Try it: Give back the full listing, character for character, with no pictures.

____________

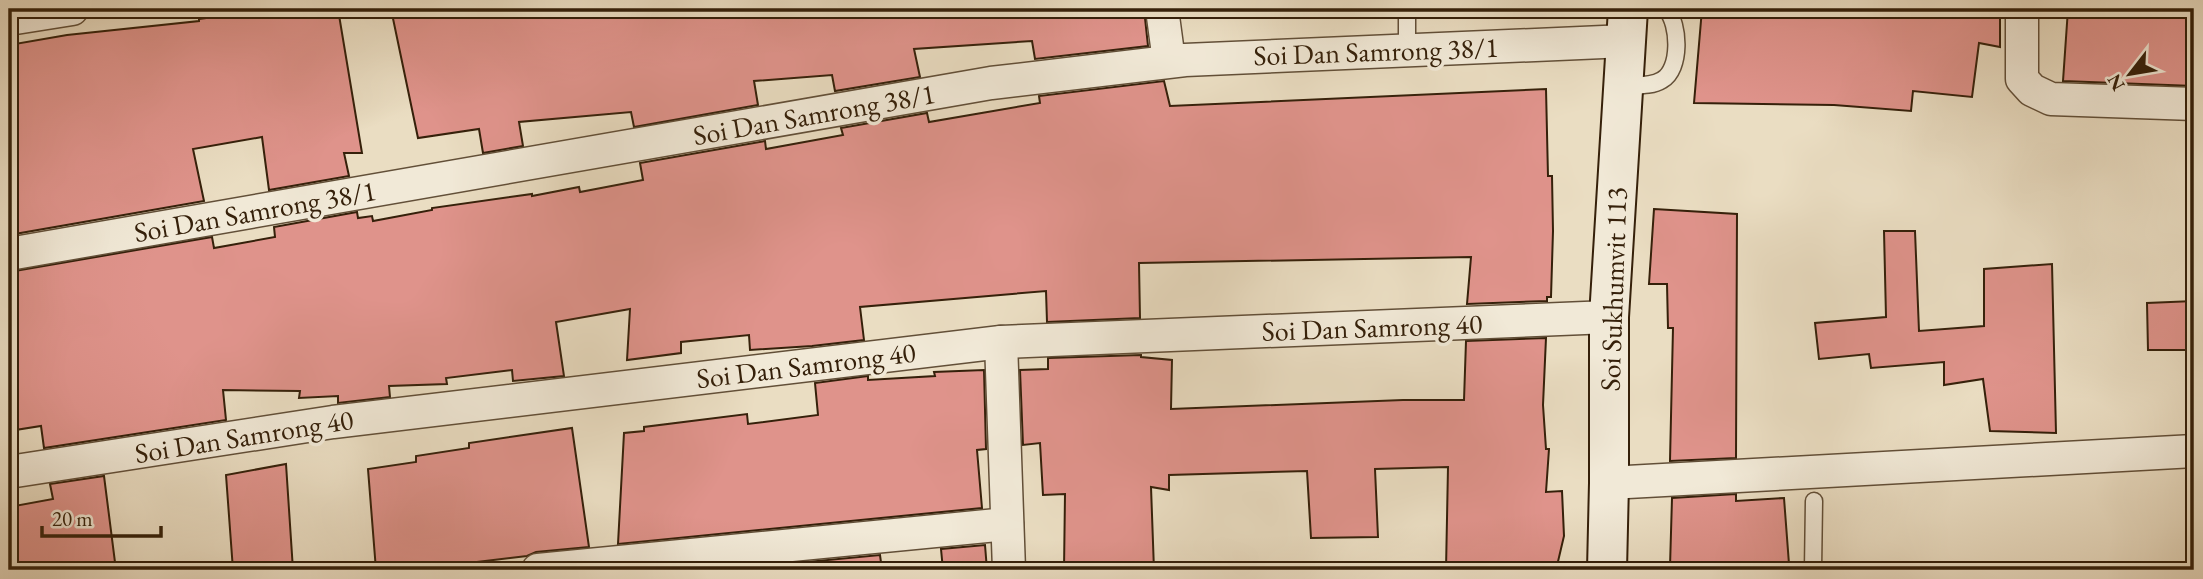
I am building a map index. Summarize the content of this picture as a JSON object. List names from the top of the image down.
{
  "streets": {
    "main road": ["Soi Sukhumvit 113"],
    "street": ["Soi Dan Samrong 38/1", "Soi Dan Samrong 40"]
  },
  "crossings": [
    ["Soi Dan Samrong 38/1", "Soi Sukhumvit 113"],
    ["Soi Sukhumvit 113", "Soi Dan Samrong 40"]
  ],
  "scale_bar": "20 m",
  "north": "bottom left"
}
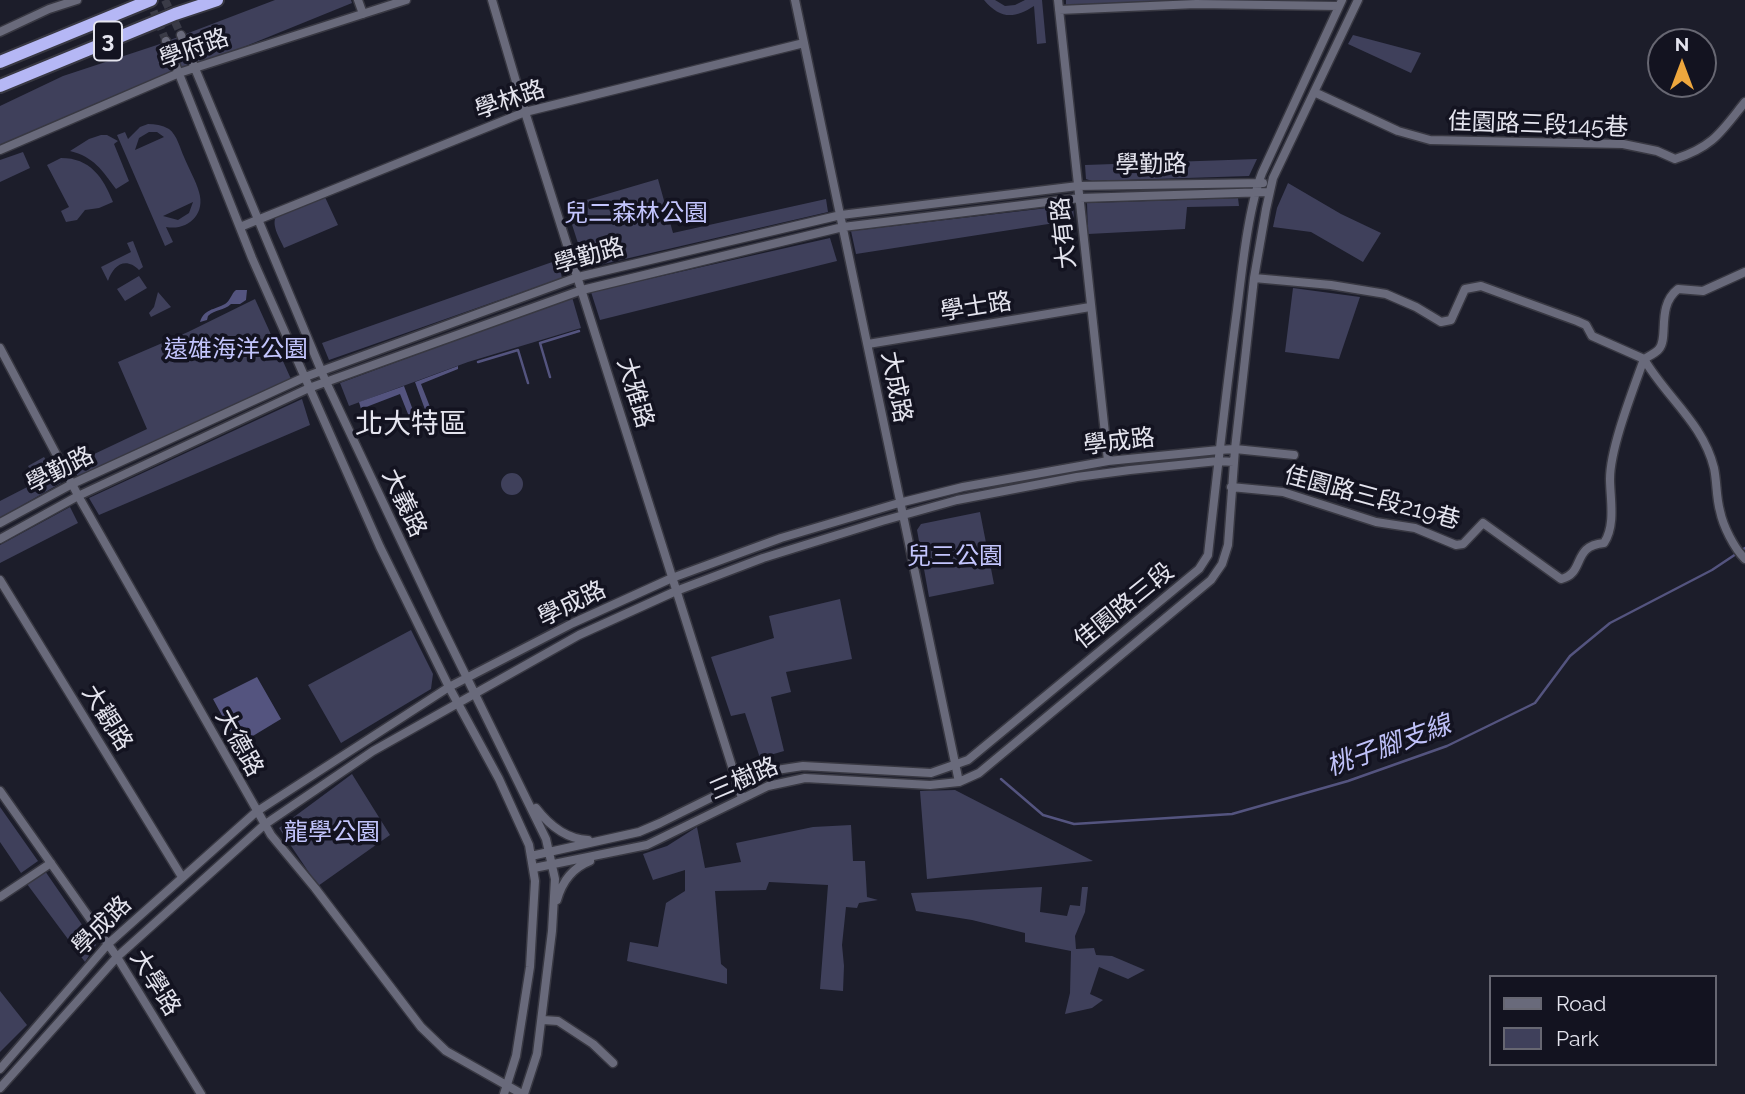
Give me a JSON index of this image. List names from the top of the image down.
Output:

____________

Task solution:
I am building a map index. Summarize the content of this picture as a JSON object. List names from the top of the image down.
{
  "streets": {
    "main road": ["Soi Sukhumvit 113"],
    "street": ["Soi Dan Samrong 38/1", "Soi Dan Samrong 40"]
  },
  "crossings": [
    ["Soi Dan Samrong 38/1", "Soi Sukhumvit 113"],
    ["Soi Sukhumvit 113", "Soi Dan Samrong 40"]
  ],
  "scale_bar": "20 m",
  "north": "bottom left"
}
Give me a JSON index of this image. List names from the top of the image down.
Output:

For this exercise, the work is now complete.